Os trabalhos da comissão foram abertos pela Portaria 01/2021-CEDP, de 21 de julho de 2021, para averiguar a denúncia de que estaria ocorrendo assédio dentro da Câmara de Vereadores de Santo Ângelo, feita durante o pinga-fogo do dia 19 de julho, pela vereadora Jacqueline Possebom. Entre os dias 22 e 23 de julho, a Comissão de Ética e Decoro Parlamentar realizou as oitivas com os envolvidos e a partir dos relatos ouvidos, entendeu que há indícios da ocorrência de quebra de decoro parlamentar do vereador Nerison Luis Vieira de Abreu. Consta no relatório que:

 

 “...considerando a confirmação, por parte do Vereador Nerison de todo o relatado pela servidora, bem como o entendimento de que esse padrão de comportamento não é condizente com o serviço público, e, também, de que não há assédio grave, leve ou médio, havendo tão somente assédio, a Comissão, por unanimidade, entende que há INDÍCIOS da ocorrência de quebra de decoro parlamentar pelo Vereador Nerison Luis Vieira Abreu, nos termos do art. 7º, inciso III, do Decreto-Lei 201/1967, eis que, nos parece que o Vereador procedeu de modo incompatível com a conduta esperada de um agente político do parlamento municipal.

 

Encaminhamentos

Considerando que não ocorreu o registro de Boletim de Ocorrência ou denúncia formal aos órgãos competentes, o trabalho da Comissão de Ética, de acordo com o proposto pelo Regimento Interno, obrigatoriamente apurou o que foi lhe repassado, a partir da denúncia de uma vereadora, e portanto, expôs no relatório, a opinião quanto ao comportamento do vereador, no tocante à quebra de decoro parlamentar.

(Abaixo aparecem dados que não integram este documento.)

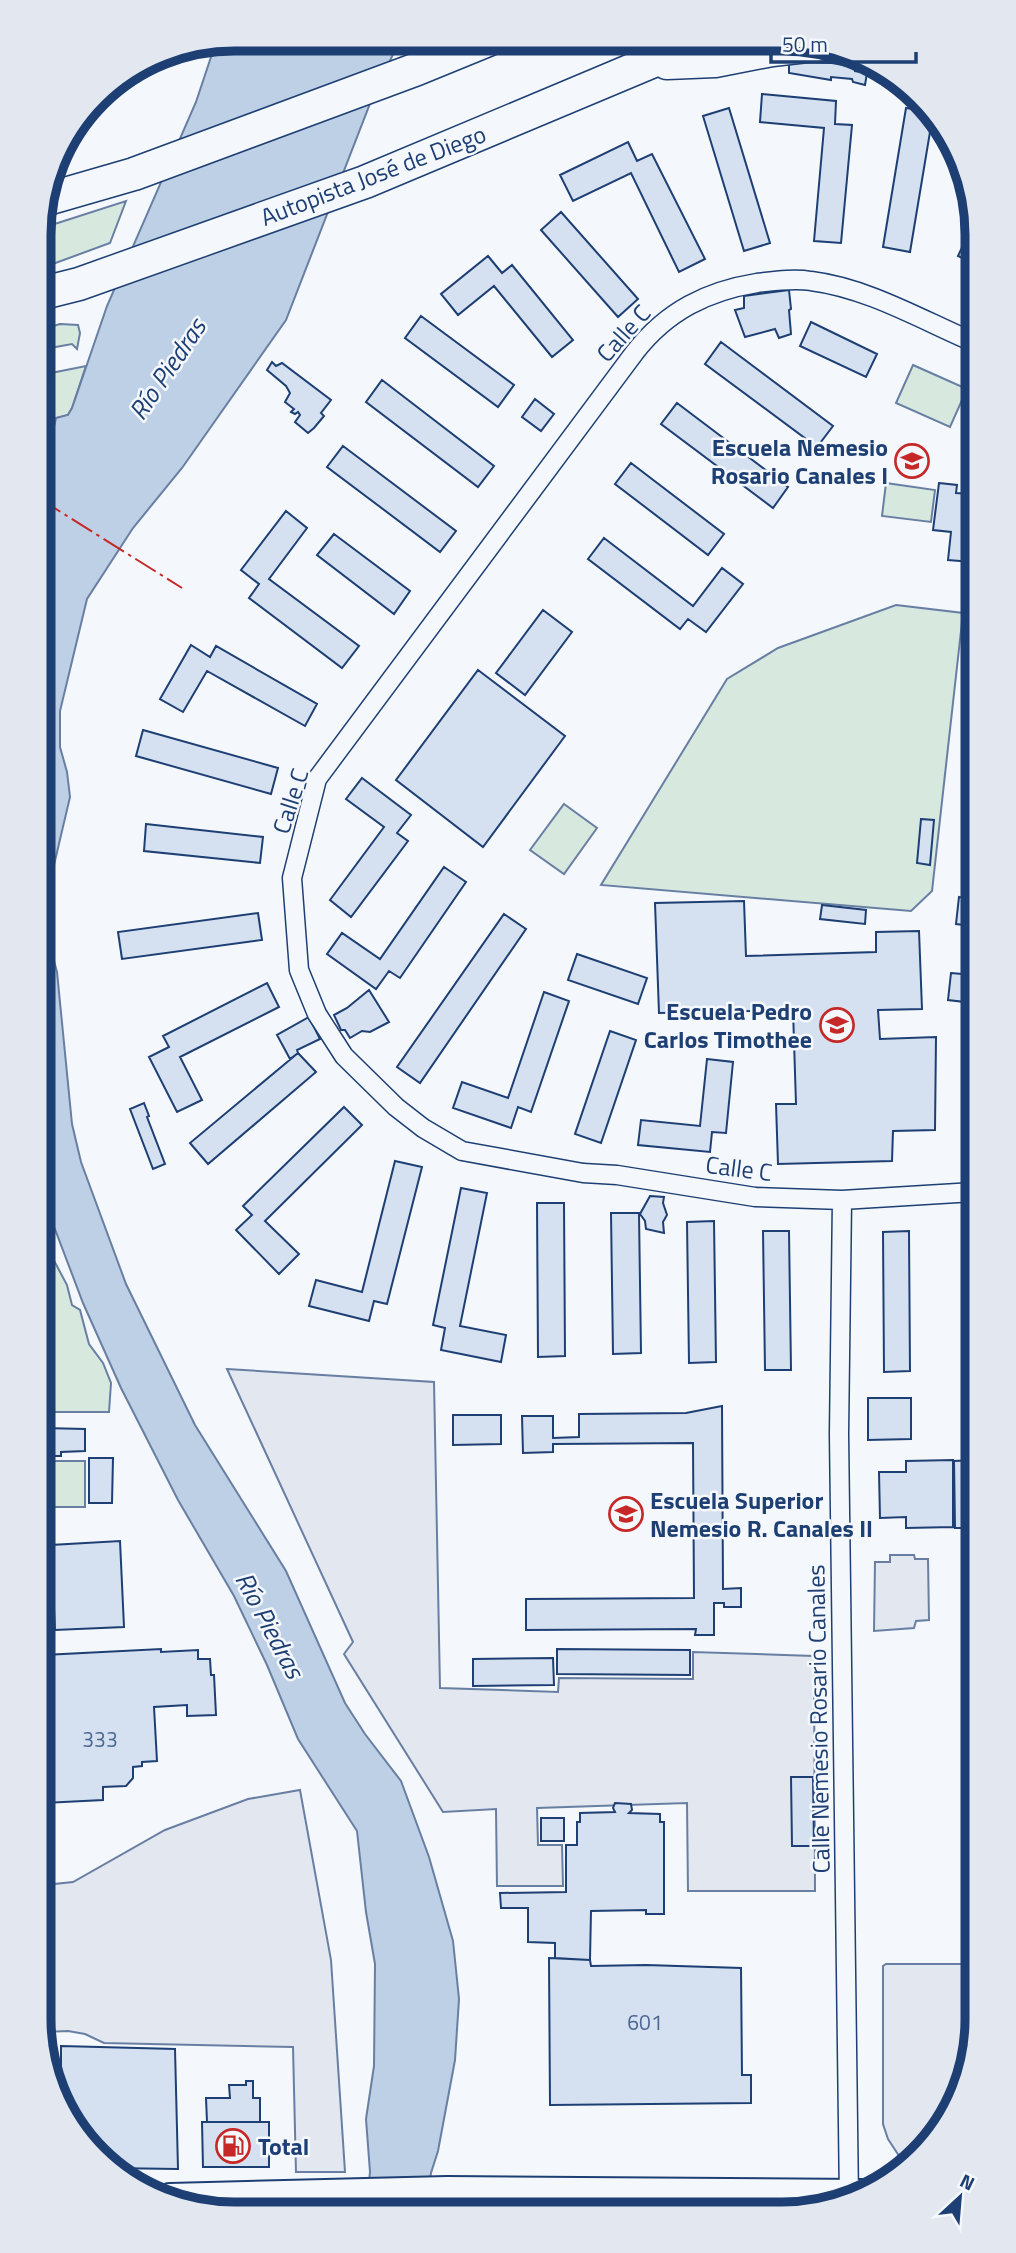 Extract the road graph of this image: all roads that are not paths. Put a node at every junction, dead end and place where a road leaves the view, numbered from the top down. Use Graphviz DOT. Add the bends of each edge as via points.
graph roads {
  1 [pos="461,51"];
  2 [pos="678,51"];
  3 [pos="767,51"];
  4 [pos="648,64"];
  5 [pos="55,197"];
  6 [pos="51,291"];
  7 [pos="965,338"];
  8 [pos="965,1193"];
  9 [pos="842,1200"];
  10 [pos="853,2188"];
  11 [pos="827,2197"];
  12 [pos="193,2198"];
  1 -- 5 [label="highway" via="134,174"];
  2 -- 4 [label="highway, Autopista José de Diego"];
  3 -- 4 [label="highway" via="715,61"];
  4 -- 6 [label="highway, Autopista José de Diego" via="365,181"];
  7 -- 9 [label="street, Calle C" via="871,298 810,281 730,287 678,310 635,352 317,779 292,878 299,970 317,1014 344,1056 396,1107 462,1151 755,1197"];
  8 -- 9 [label="street, Calle C"];
  9 -- 10 [label="street, Calle Nemesio Rosario Canales" via="839,1434"];
  11 -- 12 [label="main road" via="447,2191"];
}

O presidente da Comissão explicou que, tendo em vista as limitações técnicas e legais da Comissão de Ética, cabe à Mesa Diretora do Poder Legislativo decidir a quem o relatório deve ser encaminhado, para averiguar questões cíveis, criminais ou administrativas. “Este foi um trabalho preliminar, nós não tinhamos o poder de fazer algo além de investigar inicialmente o ocorrido. Agora, para a materialização da quebra de decoro, é necessário que ocorra uma denúncia formal dirigida a Mesa Diretora contra o vereador, sendo aceita por 2/3 do Plenário do Legislativo”, explicou Flores.

Após a leitura do documento em plenário, o relatório foi entregue à Mesa Diretora da Casa Legislativa.